If you pay your accounts payable team $25 an hour (a conservative estimate) the time spent on enrolling the 350 vendors would cost your company $17,500. Taking advantage of payment automation’s enablement programs often significantly reduces this cost, as well as the time spent on the process.
4. Prevented or resolved ACH errors
ACH files are very rigid and difficult to work with. Making one mistake can run the risk of the entire payment file being rejected. On a more granular level, misapplied ACH payments are very time consuming to retrieve. We estimate that glitches affect one percent of ACH payments, with an average resolution time of 45 minutes per payment.
5. Stopped payments, refunds, and reissues
Retrieving payments can cost more than simply the bank’s stop payment fee. Also included are the time it takes to communicate the error with the payee, figuring out the right amount, and re-issuing the payment. Or perhaps also asking for a refund in the event the initial payment went through before it could be stopped. We have found that roughly .05 percent of payments require this type of intervention, and each occurrence can take about 45 minutes to resolve.
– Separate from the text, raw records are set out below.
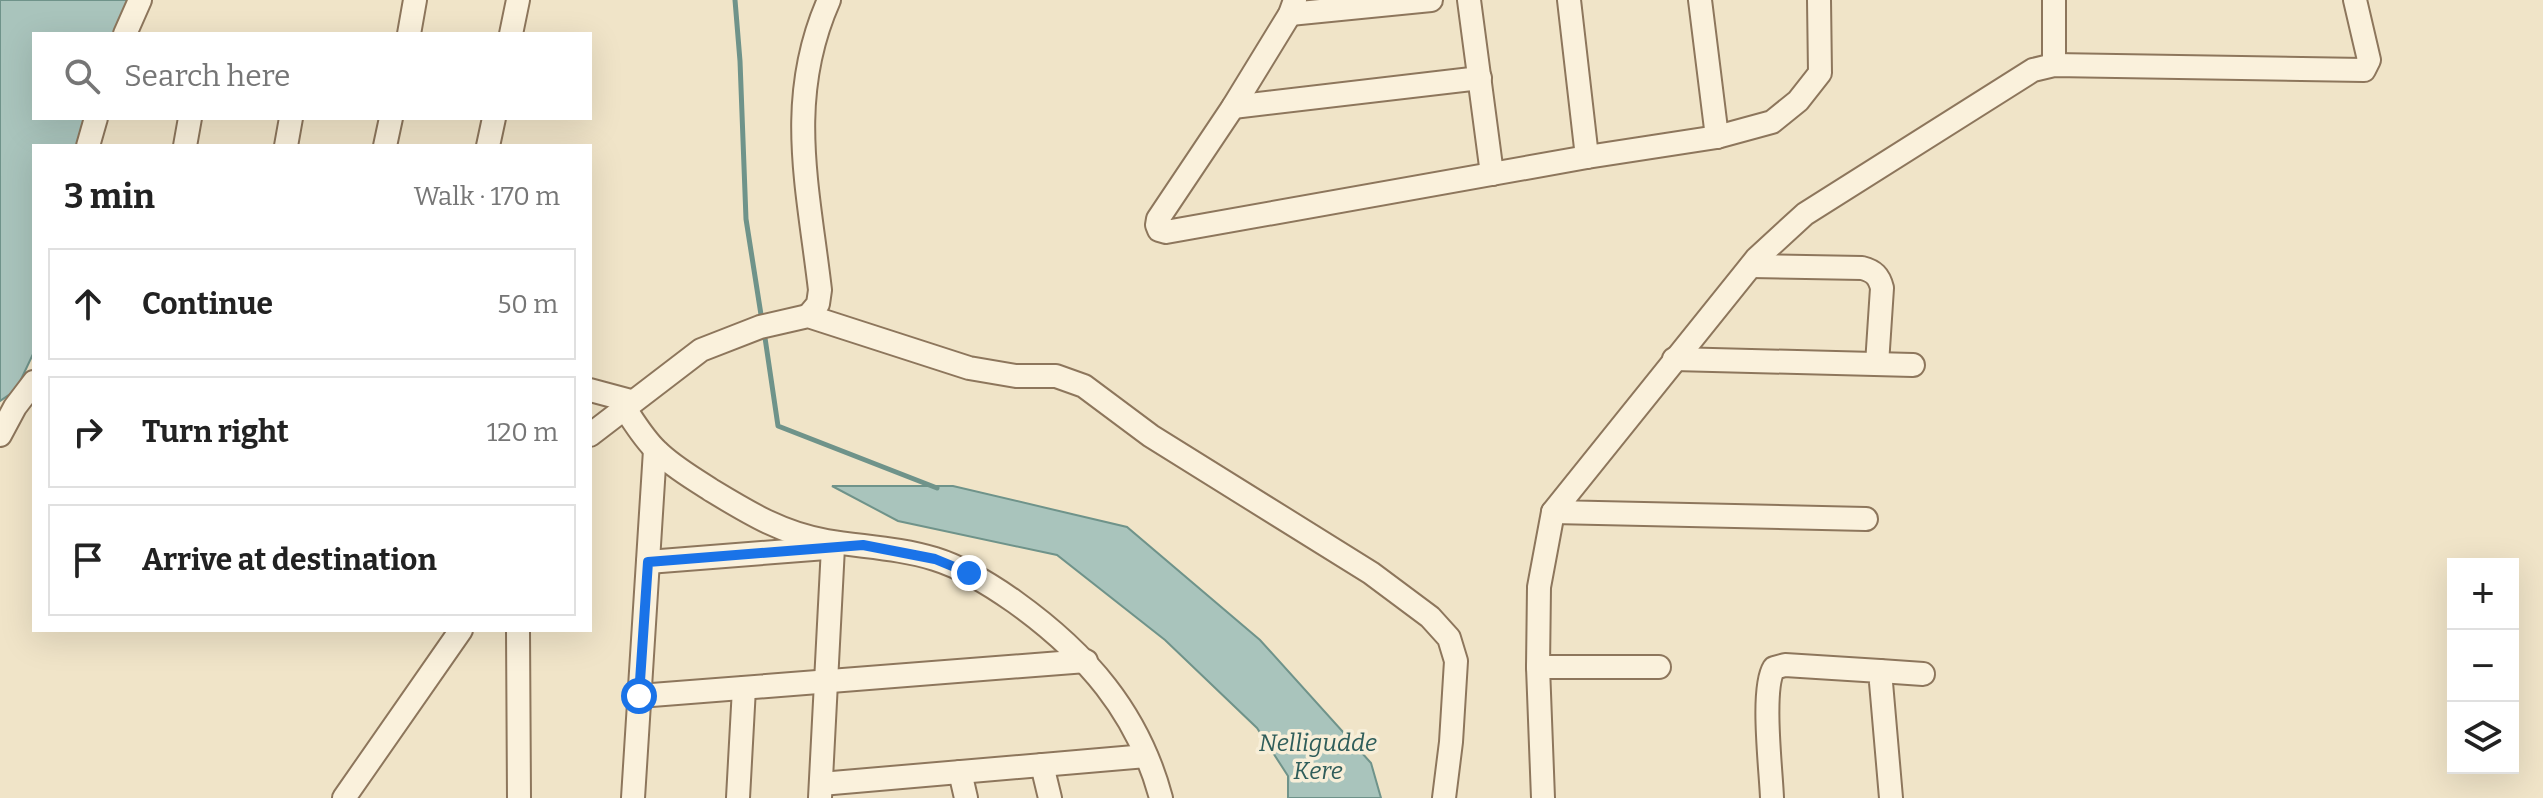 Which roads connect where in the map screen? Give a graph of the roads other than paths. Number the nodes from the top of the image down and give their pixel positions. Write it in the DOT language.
graph roads {
  1 [pos="140,0"];
  2 [pos="415,0"];
  3 [pos="518,0"];
  4 [pos="829,0"];
  5 [pos="1431,0"];
  6 [pos="1469,0"];
  7 [pos="1569,0"];
  8 [pos="1700,0"];
  9 [pos="1819,0"];
  10 [pos="2054,0"];
  11 [pos="2355,0"];
  12 [pos="1293,7"];
  13 [pos="126,32"];
  14 [pos="409,32"];
  15 [pos="511,32"];
  16 [pos="2054,65"];
  17 [pos="1480,78"];
  18 [pos="1233,107"];
  19 [pos="95,120"];
  20 [pos="190,120"];
  21 [pos="291,120"];
  22 [pos="391,120"];
  23 [pos="494,120"];
  24 [pos="1717,137"];
  25 [pos="89,144"];
  26 [pos="185,144"];
  27 [pos="286,144"];
  28 [pos="385,144"];
  29 [pos="488,144"];
  30 [pos="1587,157"];
  31 [pos="1492,174"];
  32 [pos="1751,266"];
  33 [pos="808,316"];
  34 [pos="1674,359"];
  35 [pos="1877,364"];
  36 [pos="1913,365"];
  37 [pos="32,384"];
  38 [pos="592,391"];
  39 [pos="628,404"];
  40 [pos="7,412"];
  41 [pos="592,433"];
  42 [pos="0,435"];
  43 [pos="655,450"];
  44 [pos="1553,512"];
  45 [pos="1866,519"];
  46 [pos="863,545"];
  47 [pos="833,547"];
  48 [pos="648,562"];
  49 [pos="460,632"];
  50 [pos="518,632"];
  51 [pos="1086,661"];
  52 [pos="1538,667"];
  53 [pos="1659,667"];
  54 [pos="1880,671"];
  55 [pos="1923,674"];
  56 [pos="826,682"];
  57 [pos="744,688"];
  58 [pos="639,696"];
  59 [pos="1146,756"];
  60 [pos="1042,765"];
  61 [pos="960,772"];
  62 [pos="820,791"];
  63 [pos="344,798"];
  64 [pos="519,798"];
  65 [pos="633,798"];
  66 [pos="738,798"];
  67 [pos="966,798"];
  68 [pos="1050,798"];
  69 [pos="1161,798"];
  70 [pos="1444,798"];
  71 [pos="1543,798"];
  72 [pos="1772,798"];
  73 [pos="1891,798"];
  1 -- 13 [label="street"];
  2 -- 14 [label="street"];
  3 -- 15 [label="street"];
  4 -- 33 [label="street"];
  5 -- 12 [label="street"];
  6 -- 17 [label="street"];
  7 -- 30 [label="street"];
  8 -- 24 [label="street"];
  9 -- 24 [label="street"];
  10 -- 16 [label="street"];
  11 -- 16 [label="street"];
  12 -- 18 [label="street"];
  16 -- 32 [label="street"];
  17 -- 18 [label="street"];
  17 -- 31 [label="street"];
  18 -- 31 [label="street"];
  19 -- 25 [label="street"];
  20 -- 26 [label="street"];
  21 -- 27 [label="street"];
  22 -- 28 [label="street"];
  23 -- 29 [label="street"];
  24 -- 30 [label="street"];
  30 -- 31 [label="street"];
  32 -- 34 [label="street"];
  32 -- 35 [label="street"];
  33 -- 39 [label="street"];
  33 -- 70 [label="street"];
  34 -- 35 [label="street"];
  34 -- 44 [label="street"];
  35 -- 36 [label="street"];
  37 -- 40 [label="street"];
  38 -- 39 [label="street"];
  39 -- 41 [label="street"];
  39 -- 43 [label="street"];
  40 -- 42 [label="street"];
  43 -- 46 [label="street"];
  43 -- 48 [label="street"];
  44 -- 45 [label="street"];
  44 -- 52 [label="street"];
  46 -- 47 [label="street"];
  46 -- 51 [label="street"];
  47 -- 48 [label="street"];
  47 -- 56 [label="street"];
  48 -- 58 [label="street"];
  49 -- 63 [label="street"];
  50 -- 64 [label="street"];
  51 -- 56 [label="street"];
  51 -- 59 [label="street"];
  52 -- 53 [label="street"];
  52 -- 71 [label="street"];
  54 -- 55 [label="street"];
  54 -- 72 [label="street"];
  54 -- 73 [label="street"];
  56 -- 57 [label="street"];
  56 -- 62 [label="street"];
  57 -- 58 [label="street"];
  57 -- 66 [label="street"];
  58 -- 65 [label="street"];
  59 -- 60 [label="street"];
  59 -- 69 [label="street"];
  60 -- 61 [label="street"];
  60 -- 68 [label="street"];
  61 -- 62 [label="street"];
  61 -- 67 [label="street"];
} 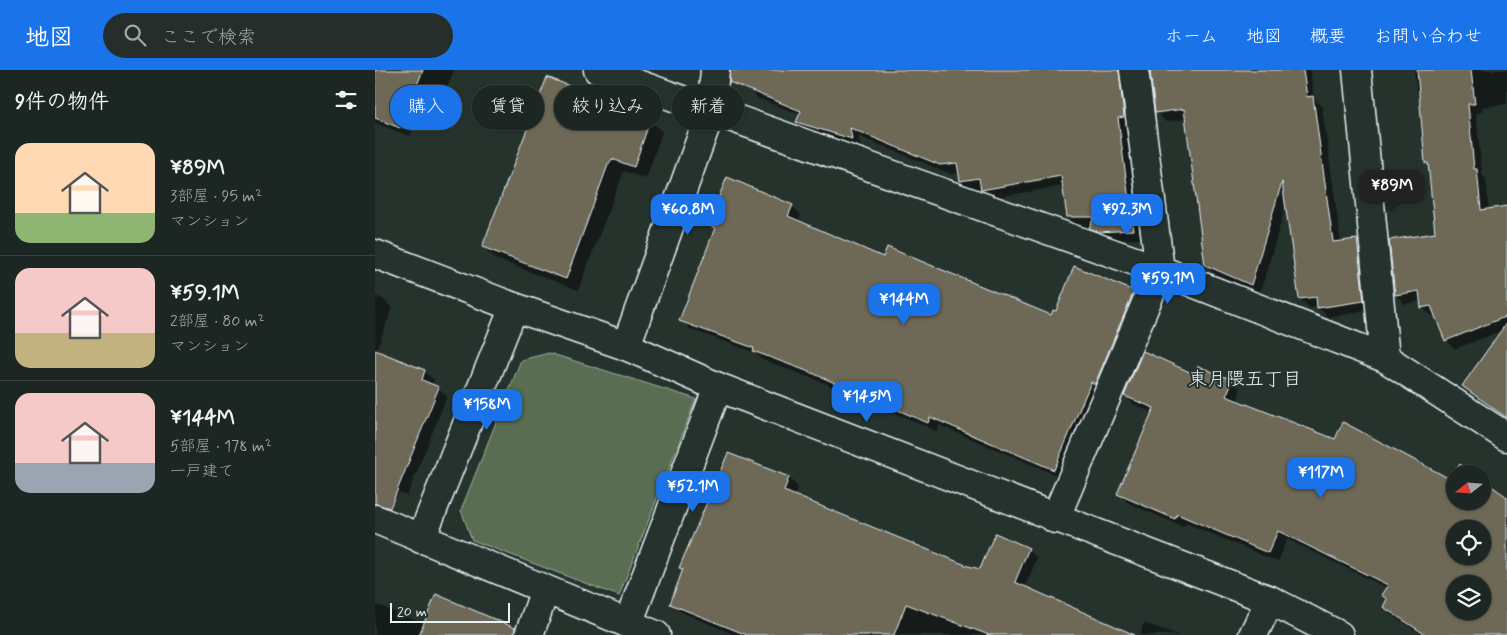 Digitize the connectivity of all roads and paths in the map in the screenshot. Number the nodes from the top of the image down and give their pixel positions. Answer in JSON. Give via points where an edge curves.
{"nodes":[{"id":1,"x":598,"y":70,"type":"edge"},
{"id":2,"x":715,"y":70,"type":"edge"},
{"id":3,"x":1134,"y":70,"type":"edge"},
{"id":4,"x":1357,"y":70,"type":"edge"},
{"id":5,"x":714,"y":85,"type":"edge"},
{"id":6,"x":672,"y":97,"type":"edge"},
{"id":7,"x":744,"y":123,"type":"edge"},
{"id":8,"x":704,"y":130,"type":"edge"},
{"id":9,"x":375,"y":254,"type":"edge"},
{"id":10,"x":1160,"y":270,"type":"junction"},
{"id":11,"x":514,"y":307,"type":"junction"},
{"id":12,"x":626,"y":346,"type":"junction"},
{"id":13,"x":1385,"y":358,"type":"junction"},
{"id":14,"x":718,"y":387,"type":"junction"},
{"id":15,"x":1507,"y":437,"type":"edge"},
{"id":16,"x":375,"y":519,"type":"edge"},
{"id":17,"x":1055,"y":519,"type":"junction"},
{"id":18,"x":421,"y":538,"type":"junction"},
{"id":19,"x":545,"y":590,"type":"junction"},
{"id":20,"x":1270,"y":600,"type":"junction"},
{"id":21,"x":628,"y":624,"type":"junction"},
{"id":22,"x":529,"y":635,"type":"edge"},
{"id":23,"x":656,"y":635,"type":"edge"},
{"id":24,"x":1253,"y":635,"type":"edge"},
{"id":25,"x":1339,"y":635,"type":"edge"}],
"edges":[{"from":1,"to":6,"type":"street"},
{"from":2,"to":5,"type":"street"},
{"from":3,"to":10,"type":"street"},
{"from":4,"to":13,"type":"street"},
{"from":7,"to":10,"type":"street"},
{"from":8,"to":12,"type":"street"},
{"from":9,"to":11,"type":"street"},
{"from":10,"to":13,"type":"street"},
{"from":10,"to":17,"type":"street"},
{"from":11,"to":12,"type":"street"},
{"from":11,"to":18,"type":"street"},
{"from":12,"to":14,"type":"street"},
{"from":13,"to":15,"type":"street"},
{"from":14,"to":17,"type":"street"},
{"from":14,"to":21,"type":"street"},
{"from":16,"to":18,"type":"street"},
{"from":17,"to":20,"type":"street"},
{"from":18,"to":19,"type":"street"},
{"from":19,"to":21,"type":"street"},
{"from":19,"to":22,"type":"street"},
{"from":20,"to":24,"type":"street"},
{"from":20,"to":25,"type":"street"},
{"from":21,"to":23,"type":"street"}]} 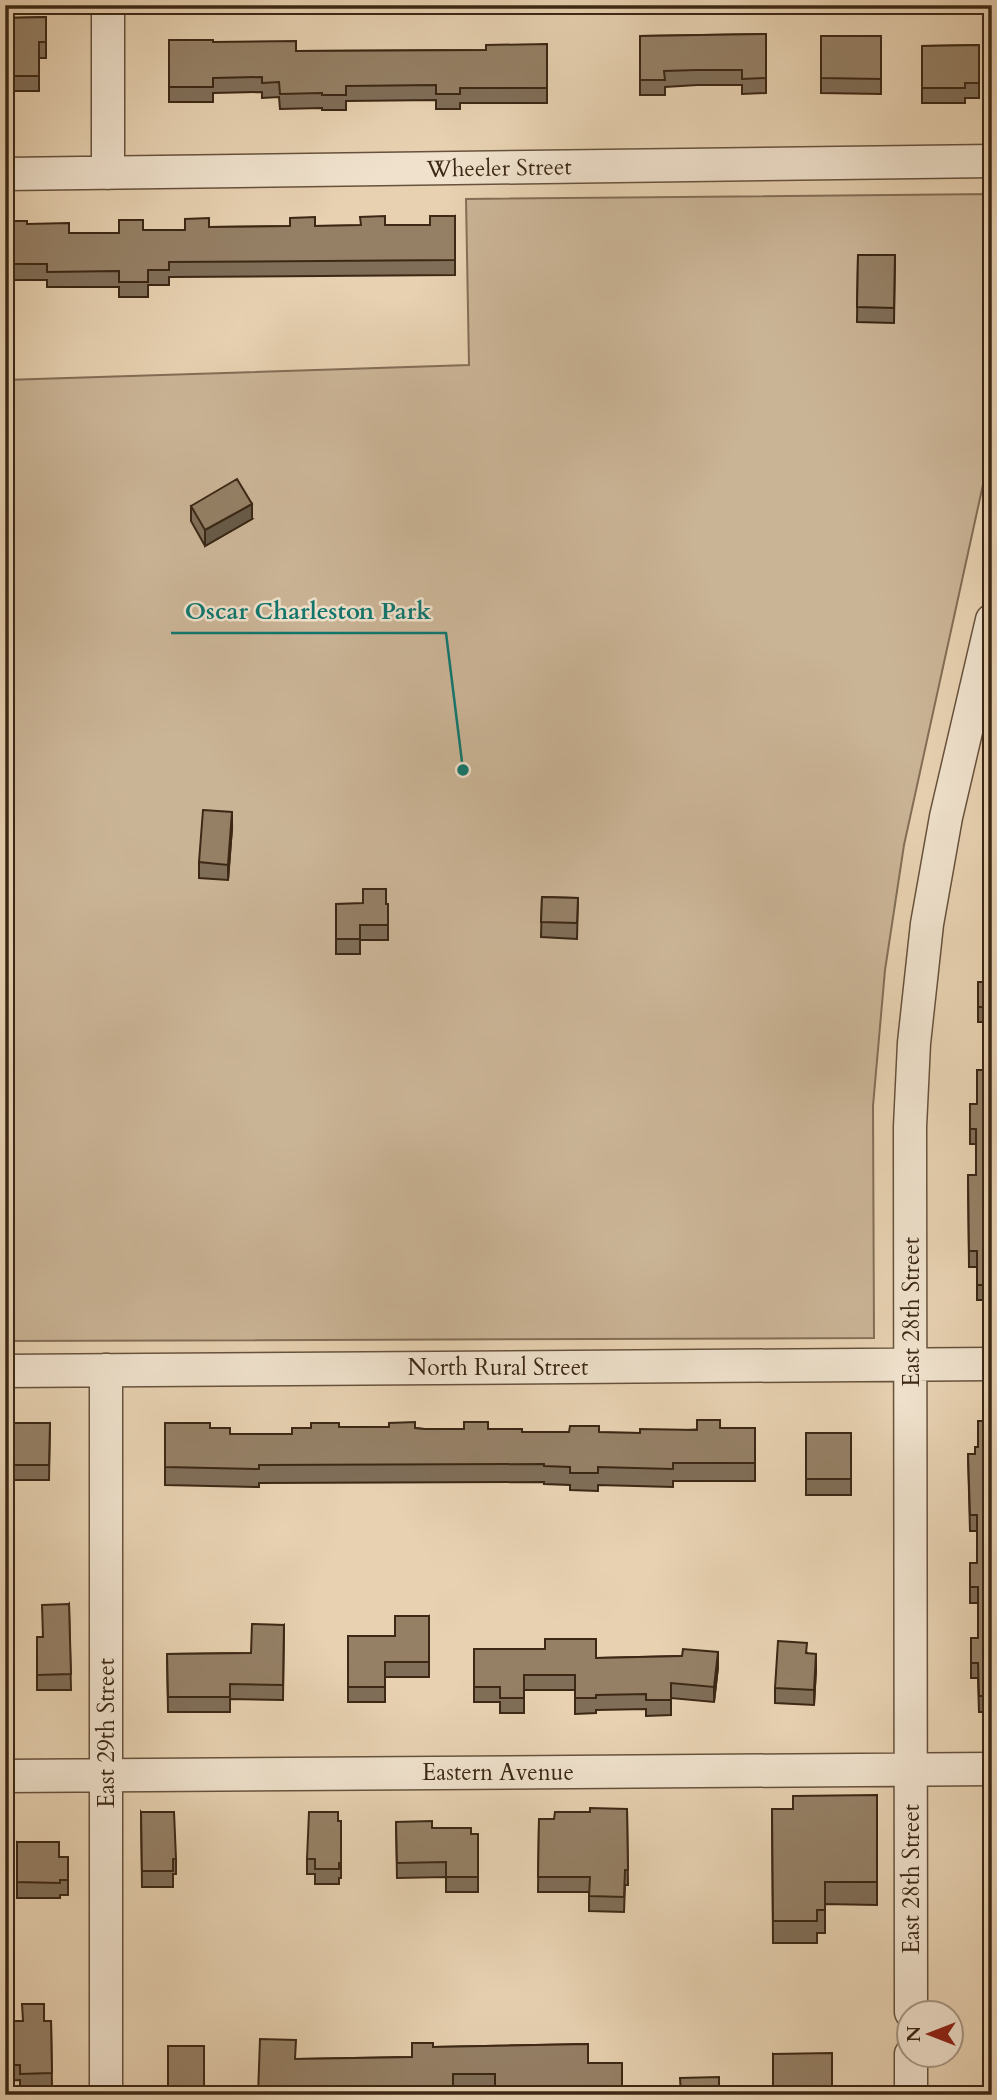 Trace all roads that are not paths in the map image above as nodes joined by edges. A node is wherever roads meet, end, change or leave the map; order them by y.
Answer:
1 (107, 5) edge
2 (992, 161) edge
3 (108, 173) junction
4 (5, 174) edge
5 (992, 620) edge
6 (912, 1364) junction
7 (992, 1364) edge
8 (107, 1370) junction
9 (5, 1371) edge
10 (912, 1769) junction
11 (992, 1769) edge
12 (106, 1775) junction
13 (5, 1776) edge
14 (912, 1998) edge
15 (912, 2068) edge
16 (106, 2095) edge
17 (912, 2095) edge

1 - 3 street
2 - 3 street, Wheeler Street
3 - 4 street, Wheeler Street
5 - 6 street, East 28th Street
6 - 7 street, North Rural Street
6 - 8 street, North Rural Street
6 - 10 street, East 28th Street
8 - 9 street, North Rural Street
8 - 12 street, East 29th Street
10 - 11 street, Eastern Avenue
10 - 12 street, Eastern Avenue
10 - 14 street, East 28th Street
12 - 13 street, Eastern Avenue
12 - 16 street, East 29th Street
15 - 17 street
6. Supplier follow-up and outreach
Every year, about 25 percent of vendors will have some kind of change that requires an update to AP records. This can include an address, company name or bank account change, or even contact changes for new employees.
The average time to work through those changes is about 15 minutes each. If you have 2,000 vendors, about 500 of them will require some updating each year. This costs about 125 hours annually, or $3,105 at $25 an hour.
7. Prevented or resolved erroneous payments
Payment errors happen—it’s an unavoidable—and familiar—aspect of any payment process. But automation can help to prevent a majority of the errors that are caused by accident.
Based on our internal metrics, we estimate that the average AP person spends 45 minutes per error. We’re calculating based on an error rate of about 1 percent, which is our organization’s average—this number may be a conservative estimate for some businesses. Using this number, if a company makes 1000 payments a month, ten will require error resolution. That equates to about seven and a half hours per month, or 90 hours annually, at a total cost of $2,250.
On the opposite end of the spectrum, fraud also poses a threat. It’s a bit harder to estimate the ROI on fraud prevention because losses vary depending on the level of a breach. That said, it’s not outside the realm of possibility to expect fraud to measure anywhere from hundreds to millions of dollars.
Yes, And…
The seven items in the list are some of the most common, calculable issues that Nvoicepay sees in our incoming customers. That said, there are other issues which are more difficult to calculate, which is why they didn’t make our list. These include issues like late payment fees and lost discounts due to slow payment turn-around times.
That’s not to say those issues, or others, aren’t important. But the time and money costs—as well as the value in fixing those issues—are simply more subjective.
Most organizations are aware that checks are expensive, but they may not take the time to analyze how much their older processes are costing them. This is probably the biggest obstacle to automating payments—the “if it ain’t broke, don’t fix it” notion. When you never add it all up, then you don’t see how broke it actually is.
By taking a simple, conservative, holistic view of the hard cost savings and operational efficiencies you can achieve, it becomes much clearer what the ROI is, and more importantly, all the areas in which your organization can move forward by automating.